We are not implying every Risser 4 patient will get these results. They won’t. In fact, we caution parents and patients to approach conservative care with reasonable expectations, no matter what the Risser sign is at the time treatment starts. This is because each spine is unique and several patient-dependent factors affect outcome. Less flexible spines will have more of a challenge effecting change (especially on x-ray). It is also important to note that halted progression or no change in-between follow-up x-rays should be considered a successful/positive result as historically, the role of scoliosis intervention is to prevent the curvature from getting worse.
Patient compliance also plays a role. That said, there are some patients, even compliant ones, whose outcomes are just not as impressive as others. Conversely, we’ve also had some semi-compliant patients who have still done very well. The point is, everyone is different so making predictions about individual outcomes is unwise.
(1) Lonstein, JE, et al. Moe’s Textbook Of Scoliosis And Other Spinal Deformities. 3rd ed.

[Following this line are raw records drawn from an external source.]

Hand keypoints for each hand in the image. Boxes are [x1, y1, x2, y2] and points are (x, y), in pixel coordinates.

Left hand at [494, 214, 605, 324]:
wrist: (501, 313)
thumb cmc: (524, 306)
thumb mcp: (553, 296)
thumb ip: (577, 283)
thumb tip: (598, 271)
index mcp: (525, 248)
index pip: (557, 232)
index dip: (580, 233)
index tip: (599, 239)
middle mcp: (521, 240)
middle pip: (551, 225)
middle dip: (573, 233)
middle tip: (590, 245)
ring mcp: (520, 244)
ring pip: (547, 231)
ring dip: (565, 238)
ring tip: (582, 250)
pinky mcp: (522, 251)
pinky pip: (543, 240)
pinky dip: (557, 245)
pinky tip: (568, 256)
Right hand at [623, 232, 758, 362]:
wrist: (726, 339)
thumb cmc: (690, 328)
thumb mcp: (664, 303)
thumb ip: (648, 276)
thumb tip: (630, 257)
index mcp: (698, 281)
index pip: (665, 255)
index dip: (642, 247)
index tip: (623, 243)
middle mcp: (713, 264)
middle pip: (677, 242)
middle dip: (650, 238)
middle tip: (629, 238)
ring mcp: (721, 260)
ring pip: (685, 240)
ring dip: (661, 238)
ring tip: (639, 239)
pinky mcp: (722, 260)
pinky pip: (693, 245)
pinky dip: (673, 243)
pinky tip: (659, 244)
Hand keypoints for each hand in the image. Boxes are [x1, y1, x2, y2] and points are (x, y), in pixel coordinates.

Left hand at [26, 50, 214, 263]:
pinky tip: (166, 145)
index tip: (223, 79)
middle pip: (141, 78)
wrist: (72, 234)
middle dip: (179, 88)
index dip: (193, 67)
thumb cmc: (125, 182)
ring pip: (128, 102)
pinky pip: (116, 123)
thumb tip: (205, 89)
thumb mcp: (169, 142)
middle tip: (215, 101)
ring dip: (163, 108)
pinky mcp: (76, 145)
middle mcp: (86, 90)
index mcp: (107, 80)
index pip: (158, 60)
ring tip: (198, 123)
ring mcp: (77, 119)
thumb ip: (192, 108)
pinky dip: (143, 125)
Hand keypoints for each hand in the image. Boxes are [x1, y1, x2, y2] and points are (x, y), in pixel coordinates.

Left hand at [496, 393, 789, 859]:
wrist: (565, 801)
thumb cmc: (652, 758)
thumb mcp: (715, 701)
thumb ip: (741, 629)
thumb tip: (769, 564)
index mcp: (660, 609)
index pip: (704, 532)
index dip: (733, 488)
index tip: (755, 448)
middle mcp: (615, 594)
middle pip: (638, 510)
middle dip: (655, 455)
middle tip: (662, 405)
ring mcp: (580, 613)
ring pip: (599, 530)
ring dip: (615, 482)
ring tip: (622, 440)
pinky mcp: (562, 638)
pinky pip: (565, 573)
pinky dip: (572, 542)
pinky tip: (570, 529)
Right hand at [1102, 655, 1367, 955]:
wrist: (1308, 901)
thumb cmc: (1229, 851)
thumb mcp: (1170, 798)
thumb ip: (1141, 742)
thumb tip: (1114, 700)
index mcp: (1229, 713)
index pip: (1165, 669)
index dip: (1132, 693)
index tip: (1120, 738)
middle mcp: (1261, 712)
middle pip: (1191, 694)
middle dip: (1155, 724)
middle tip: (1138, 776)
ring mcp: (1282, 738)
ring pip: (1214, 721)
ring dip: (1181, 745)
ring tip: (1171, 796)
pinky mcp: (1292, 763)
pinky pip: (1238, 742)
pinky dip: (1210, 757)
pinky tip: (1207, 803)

Philadelphia, Pa:Saunders,1995;76.
(2) Weinstein SL, Dolan LA, Wright JG, Dobbs MB. Effects of Bracing in Adolescents with Idiopathic Scoliosis. The New England journal of medicine. 2013;369(16):1512-1521.
(3) Hacquebord JH, Leopold SS. In Brief: The Risser Classification: A Classic Tool for the Clinician Treating Adolescent Idiopathic Scoliosis. Clinical Orthopaedics and Related Research. 2012;470(8):2335-2338.